Question: Is online media dumbing down journalism?

October 18th, 2007 · 5 Comments

Answer: Depends who you ask.

Last night, a group of media types filled a lecture theatre at UTS to examine this question. Speakers included Liz Jackson and Peter McEvoy from ABC, Dylan Welch from SMH Online and Catherine Lumby from the University of Sydney.

Having digested what they all had to say, let me summarise the 100 minutes worth of talking with a few points:

According to Welch, Journalism may be so broadly defined as to include the guy who runs down the street and tells you there’s a fire
According to McEvoy, a YouTube video of someone ‘coming out’ in an edited piece to camera is so powerful that it stands as evidence that online media isn’t necessarily dumbing down anything.
According to Jackson investigative journalism has been under threat since the move to 24 hour news cycles (think CNN) and online media represents more pressure on that aspect of journalism.

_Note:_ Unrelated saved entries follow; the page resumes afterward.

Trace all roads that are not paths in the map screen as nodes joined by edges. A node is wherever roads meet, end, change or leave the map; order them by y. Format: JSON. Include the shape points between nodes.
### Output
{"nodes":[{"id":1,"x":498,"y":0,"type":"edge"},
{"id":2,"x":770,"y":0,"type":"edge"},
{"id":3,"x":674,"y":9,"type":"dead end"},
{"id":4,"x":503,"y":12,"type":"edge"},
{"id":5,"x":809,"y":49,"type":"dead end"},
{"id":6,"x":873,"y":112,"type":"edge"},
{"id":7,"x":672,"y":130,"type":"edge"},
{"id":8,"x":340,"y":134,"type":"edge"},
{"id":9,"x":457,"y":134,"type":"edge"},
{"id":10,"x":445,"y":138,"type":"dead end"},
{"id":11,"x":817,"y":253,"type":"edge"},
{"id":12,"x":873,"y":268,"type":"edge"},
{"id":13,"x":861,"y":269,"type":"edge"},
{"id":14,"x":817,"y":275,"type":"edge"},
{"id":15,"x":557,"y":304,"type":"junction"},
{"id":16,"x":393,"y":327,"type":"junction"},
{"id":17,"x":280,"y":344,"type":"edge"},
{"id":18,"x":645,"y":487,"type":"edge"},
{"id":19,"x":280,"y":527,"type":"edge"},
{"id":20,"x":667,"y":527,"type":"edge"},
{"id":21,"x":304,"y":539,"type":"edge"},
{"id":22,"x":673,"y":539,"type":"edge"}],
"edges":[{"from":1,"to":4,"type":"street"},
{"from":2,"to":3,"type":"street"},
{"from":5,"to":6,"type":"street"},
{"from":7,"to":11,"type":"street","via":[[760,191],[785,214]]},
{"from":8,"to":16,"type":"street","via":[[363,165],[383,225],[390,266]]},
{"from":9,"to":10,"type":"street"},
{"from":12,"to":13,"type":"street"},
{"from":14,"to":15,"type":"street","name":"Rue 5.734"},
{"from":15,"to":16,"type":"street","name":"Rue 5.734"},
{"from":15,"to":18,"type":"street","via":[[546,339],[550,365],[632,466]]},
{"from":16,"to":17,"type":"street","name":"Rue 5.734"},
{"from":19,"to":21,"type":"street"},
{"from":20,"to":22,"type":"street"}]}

As an online journalist at a company that still prints newspapers, Dylan Welch seemed best positioned to talk about newpapers vs news websites, at least for Fairfax. He talked about the weekday audience for SMH online doubling the paper’s audience (ie. 500 000 online readers vs. 250 000 newspapers sold), but only achieving 5-10% of the newspaper’s ad revenue.

The ability to accurately measure exactly what articles are being read was also a focus of Welch’s presentation.

What has happened to newspapers could be summed up as follows: once upon a time newspapers were sold as three course meals, and no one really knew what was being eaten Рthe entré, the main or the dessert (or all three?). Now we can measure readers, it turns out most people are just interested in the dessert. So does that mean you just focus on desserts and stop making nutritious mains? Or does it mean you have to work harder to make the mains more appetising?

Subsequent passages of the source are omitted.